What to do? One approach is to come up with new models for service delivery that address the challenges outlined above whilst sticking with the goal of clearing the deficit over the next parliament.  Proponents of this approach would call it ‘fiscal realism’ rather than austerity. Others say it will lead us to a situation where the choice at the next election is simply a choice between different models of austerity rather than one between different varieties of economy and society.

Key propositions from advocates of the fiscal realism model include the suggestion that government needs to concentrate the fewer resources it has on prevention and earlier, more effective and collaborative interventions rather than the costly consequences later down the line.  Another is that power needs to be devolved to local level, where people develop the public realm together rather than have things done to them by an ineffective, old style social democratic state designed around Whitehall silos.   

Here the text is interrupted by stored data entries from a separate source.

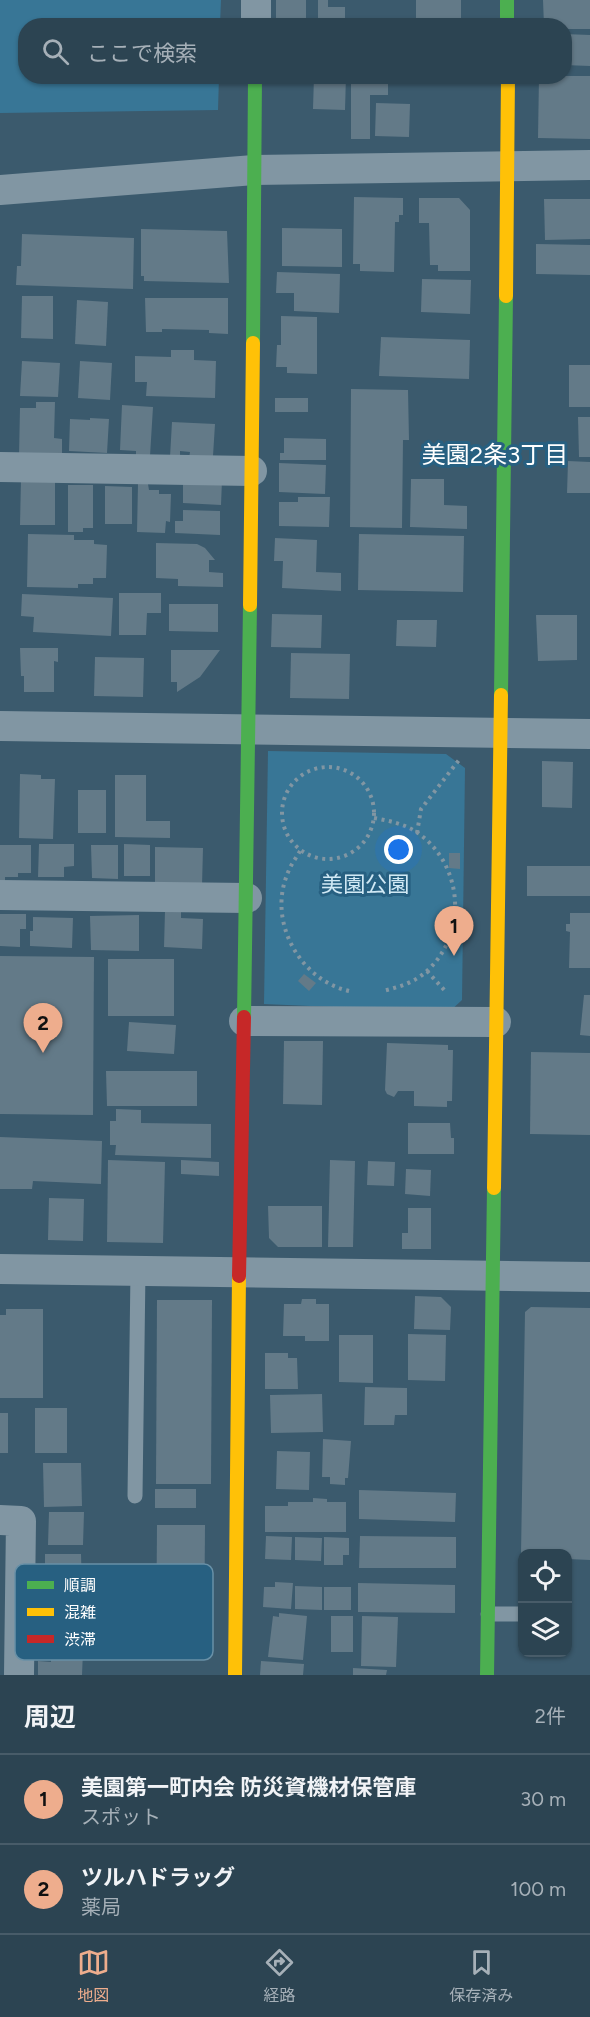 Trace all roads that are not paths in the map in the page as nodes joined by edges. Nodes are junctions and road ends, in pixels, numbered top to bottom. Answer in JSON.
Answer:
{"nodes":[{"id":1,"x":256,"y":0,"type":"edge"},
{"id":2,"x":507,"y":0,"type":"edge"},
{"id":3,"x":256,"y":18,"type":"edge"},
{"id":4,"x":507,"y":18,"type":"edge"},
{"id":5,"x":255,"y":84,"type":"edge"},
{"id":6,"x":508,"y":84,"type":"edge"},
{"id":7,"x":590,"y":165,"type":"edge"},
{"id":8,"x":508,"y":166,"type":"junction"},
{"id":9,"x":254,"y":170,"type":"junction"},
{"id":10,"x":0,"y":190,"type":"edge"},
{"id":11,"x":0,"y":467,"type":"edge"},
{"id":12,"x":252,"y":471,"type":"junction"},
{"id":13,"x":0,"y":726,"type":"edge"},
{"id":14,"x":249,"y":729,"type":"junction"},
{"id":15,"x":500,"y":732,"type":"junction"},
{"id":16,"x":590,"y":734,"type":"edge"},
{"id":17,"x":0,"y":895,"type":"edge"},
{"id":18,"x":247,"y":898,"type":"junction"},
{"id":19,"x":244,"y":1021,"type":"junction"},
{"id":20,"x":496,"y":1022,"type":"junction"},
{"id":21,"x":0,"y":1269,"type":"edge"},
{"id":22,"x":138,"y":1269,"type":"junction"},
{"id":23,"x":239,"y":1272,"type":"junction"},
{"id":24,"x":493,"y":1276,"type":"junction"},
{"id":25,"x":590,"y":1276,"type":"edge"},
{"id":26,"x":135,"y":1496,"type":"dead end"},
{"id":27,"x":0,"y":1520,"type":"edge"},
{"id":28,"x":20,"y":1564,"type":"edge"},
{"id":29,"x":488,"y":1614,"type":"junction"},
{"id":30,"x":518,"y":1614,"type":"edge"},
{"id":31,"x":19,"y":1660,"type":"edge"},
{"id":32,"x":19,"y":1675,"type":"edge"},
{"id":33,"x":236,"y":1675,"type":"edge"},
{"id":34,"x":488,"y":1675,"type":"edge"}],
"edges":[{"from":1,"to":3,"type":"street"},
{"from":2,"to":4,"type":"street"},
{"from":5,"to":9,"type":"street"},
{"from":6,"to":8,"type":"street"},
{"from":7,"to":8,"type":"street"},
{"from":8,"to":9,"type":"street"},
{"from":8,"to":15,"type":"street"},
{"from":9,"to":10,"type":"street"},
{"from":9,"to":12,"type":"street"},
{"from":11,"to":12,"type":"street"},
{"from":12,"to":14,"type":"street"},
{"from":13,"to":14,"type":"street"},
{"from":14,"to":15,"type":"street"},
{"from":14,"to":18,"type":"street"},
{"from":15,"to":16,"type":"street"},
{"from":15,"to":20,"type":"street"},
{"from":17,"to":18,"type":"street"},
{"from":18,"to":19,"type":"street"},
{"from":19,"to":20,"type":"street"},
{"from":19,"to":23,"type":"street"},
{"from":20,"to":24,"type":"street"},
{"from":21,"to":22,"type":"street"},
{"from":22,"to":23,"type":"street"},
{"from":22,"to":26,"type":"lane"},
{"from":23,"to":24,"type":"street"},
{"from":23,"to":33,"type":"street"},
{"from":24,"to":25,"type":"street"},
{"from":24,"to":29,"type":"street"},
{"from":27,"to":28,"type":"street"},
{"from":29,"to":30,"type":"lane"},
{"from":29,"to":34,"type":"street"},
{"from":31,"to":32,"type":"street"}]} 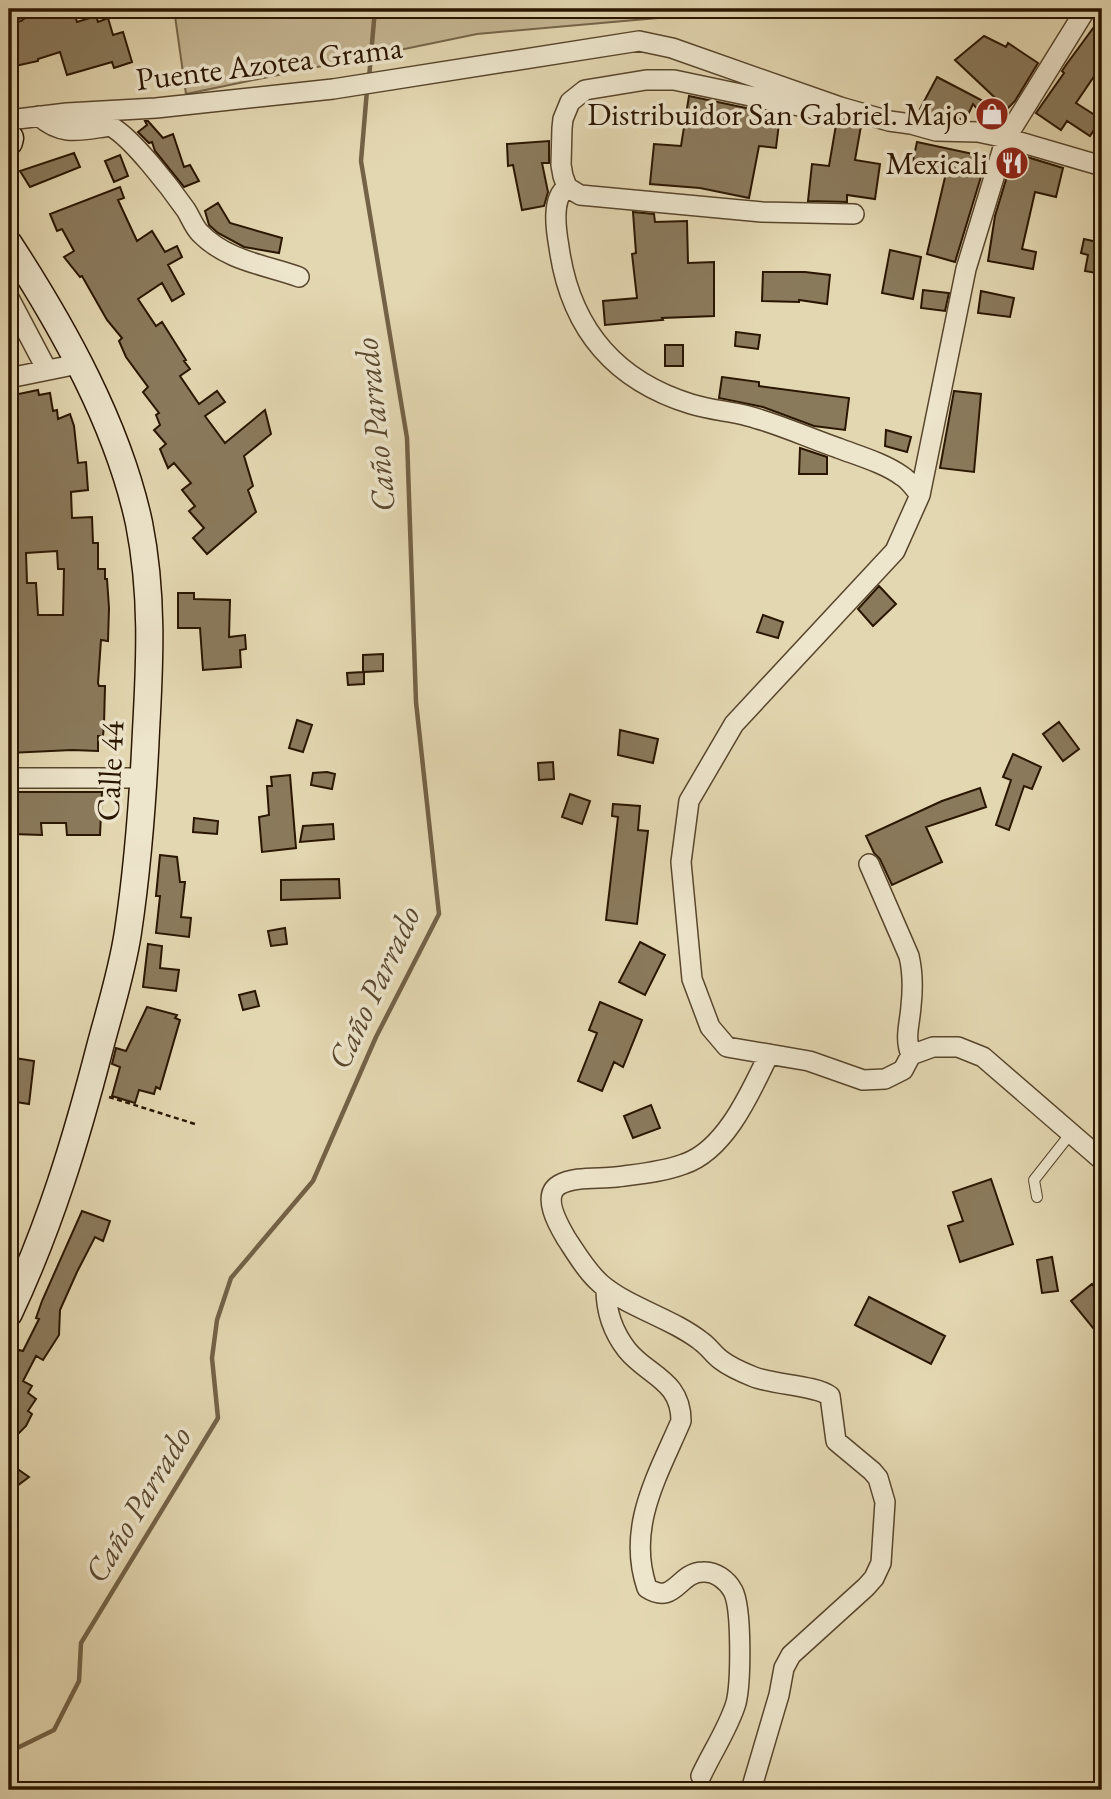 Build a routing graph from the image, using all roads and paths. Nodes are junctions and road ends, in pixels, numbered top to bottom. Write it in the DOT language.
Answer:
graph roads {
  1 [pos="18,9"];
  2 [pos="1086,9"];
  3 [pos="9,11"];
  4 [pos="840,107"];
  5 [pos="34,117"];
  6 [pos="9,135"];
  7 [pos="1006,138"];
  8 [pos="1102,166"];
  9 [pos="567,187"];
  10 [pos="854,214"];
  11 [pos="9,244"];
  12 [pos="299,277"];
  13 [pos="9,298"];
  14 [pos="78,365"];
  15 [pos="47,370"];
  16 [pos="9,378"];
  17 [pos="920,495"];
  18 [pos="9,778"];
  19 [pos="144,778"];
  20 [pos="869,864"];
  21 [pos="769,1054"];
  22 [pos="911,1055"];
  23 [pos="89,1091"];
  24 [pos="195,1124"];
  25 [pos="1071,1133"];
  26 [pos="1102,1160"];
  27 [pos="1037,1197"];
  28 [pos="17,1277"];
  29 [pos="606,1289"];
  30 [pos="9,1313"];
  31 [pos="701,1776"];
  32 [pos="751,1790"];
  1 -- 3 [label="street"];
  2 -- 7 [label="street"];
  4 -- 5 [label="street, Puente Azotea Grama"];
  4 -- 7 [label="street"];
  4 -- 9 [label="street"];
  5 -- 6 [label="street"];
  5 -- 12 [label="street"];
  7 -- 8 [label="street"];
  7 -- 17 [label="street"];
  9 -- 10 [label="street"];
  9 -- 17 [label="street"];
  11 -- 14 [label="main road, Calle 44"];
  13 -- 15 [label="street"];
  14 -- 15 [label="street"];
  14 -- 19 [label="main road, Calle 44"];
  15 -- 16 [label="street"];
  17 -- 21 [label="street"];
  18 -- 19 [label="street"];
  19 -- 23 [label="main road, Calle 44"];
  20 -- 22 [label="street"];
  21 -- 22 [label="street"];
  21 -- 29 [label="street"];
  22 -- 25 [label="street"];
  23 -- 24 [label="path"];
  23 -- 28 [label="main road, Calle 44"];
  25 -- 26 [label="street"];
  25 -- 27 [label="lane"];
  28 -- 30 [label="main road, Calle 44"];
  29 -- 31 [label="street"];
  29 -- 32 [label="street"];
} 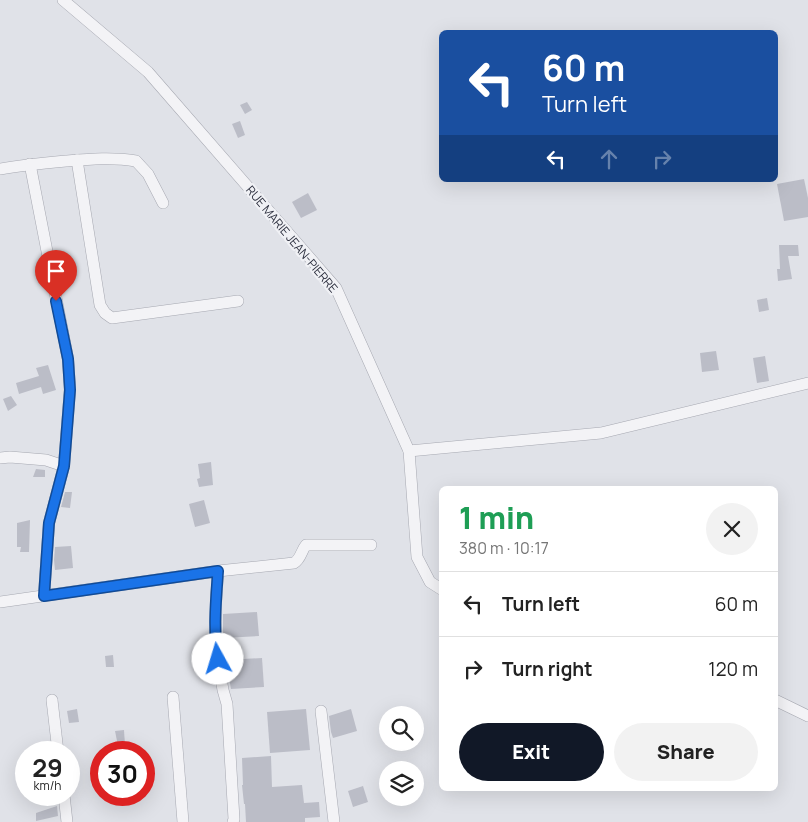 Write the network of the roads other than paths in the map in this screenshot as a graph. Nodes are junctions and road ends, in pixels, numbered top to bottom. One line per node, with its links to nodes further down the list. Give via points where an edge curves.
1 (63, 0): 8 (street, RUE MARIE JEAN-PIERRE, via 148,72 336,288)
2 (77, 160): 3 (street); 5 (street, via 136,160 148,174); 6 (street, via 100,305 105,313 112,318)
3 (30, 164): 4 (street); 10 (street, via 68,359 70,390)
4 (0, 169)
5 (163, 203)
6 (238, 301)
7 (808, 383): 8 (street, via 601,433)
8 (409, 451): 13 (street, RUE MARIE JEAN-PIERRE, via 417,557 430,582)
9 (0, 458): 10 (street, via 46,460)
10 (64, 466): 14 (street, via 49,523)
11 (371, 545): 12 (street, via 306,545 294,564)
12 (218, 571): 14 (street); 25 (street, via 216,643 227,704)
13 (439, 588)
14 (44, 596): 15 (street)
15 (0, 602)
16 (173, 697): 24 (street)
17 (52, 700): 21 (street)
18 (778, 701): 20 (street)
19 (321, 711): 26 (street)
20 (808, 716)
21 (57, 741)
22 (65, 806): 23 (street)
23 (67, 822)
24 (183, 822)
25 (233, 822)
26 (334, 822)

Whist different aspects of these ideas are clearly worthwhile, there are obvious problems too.  One is that it sidesteps the problem of transition costs.  As ‘Securing the future of our public services’ points out, upfront investment will be needed to shift successfully to a system that is more oriented towards collaboration and prevention.  In health and social care for example, service improvements will require large scale levelling up, rather than a simple shift of a dwindling resource.       

Another problem is that whilst advocates of this approach see letting go of power as part of the solution, they still want to place tight constraints by not letting go of the purse strings.  So, even where a local authority has more responsibility for public health, to take one example, it will still be constrained by cuts at a time of rising need. 
   
But a second approach, which is the one advocated by UNISON in ‘Securing the future of our public services’, starts with the proposition that we can make different choices about how government deals with the national debt, local and national taxation and how much we, as a society, spend on public services as we face the challenges set out at the start of this article. 

As such UNISON is calling for sustainable funding for public services underpinned by:

  • a new deal to repair the public finances.  This should include more progressive taxation (including higher income tax on high earners and a clampdown on avoidance and evasion) and the kinds of reforms that Adair Turner and others have been calling for on writing off national debt and using Quantitative Easing to invest directly into the real economy    
  • reform of local authority finance, including freedom to borrow to invest in housing and increase council tax and create higher bands for higher value properties
  • a thorough review of funding options necessary to ensure that we get the social care system we need so that we, as a society can meet the care needs of an ageing population.

Some will see this as unrealistic.  They will point to the way in which David Cameron was all over Harriet Harman’s supposed LBC gaff in which she said she simply supported progressive taxation.  Let’s not let the Tories re-run the 1992 election they will say. Others will argue that the public made up their mind on this issue in 2010.  They do not like cuts, but they have accepted they are going to continue.

But the challenge to fiscal realism should be laid at the door of all parties – not just Labour.  We need to open up a space in the public debate for choices to be explored (polls suggest there is an appetite for this).  To not do so risks disengagement, as voters switch off because of the lack of alternatives.  It let’s the current government off the hook for the chaos that austerity is now letting loose on all of our public services.  But most importantly of all, it lets down the millions of people who rely on decent public services that are funded according to their needs.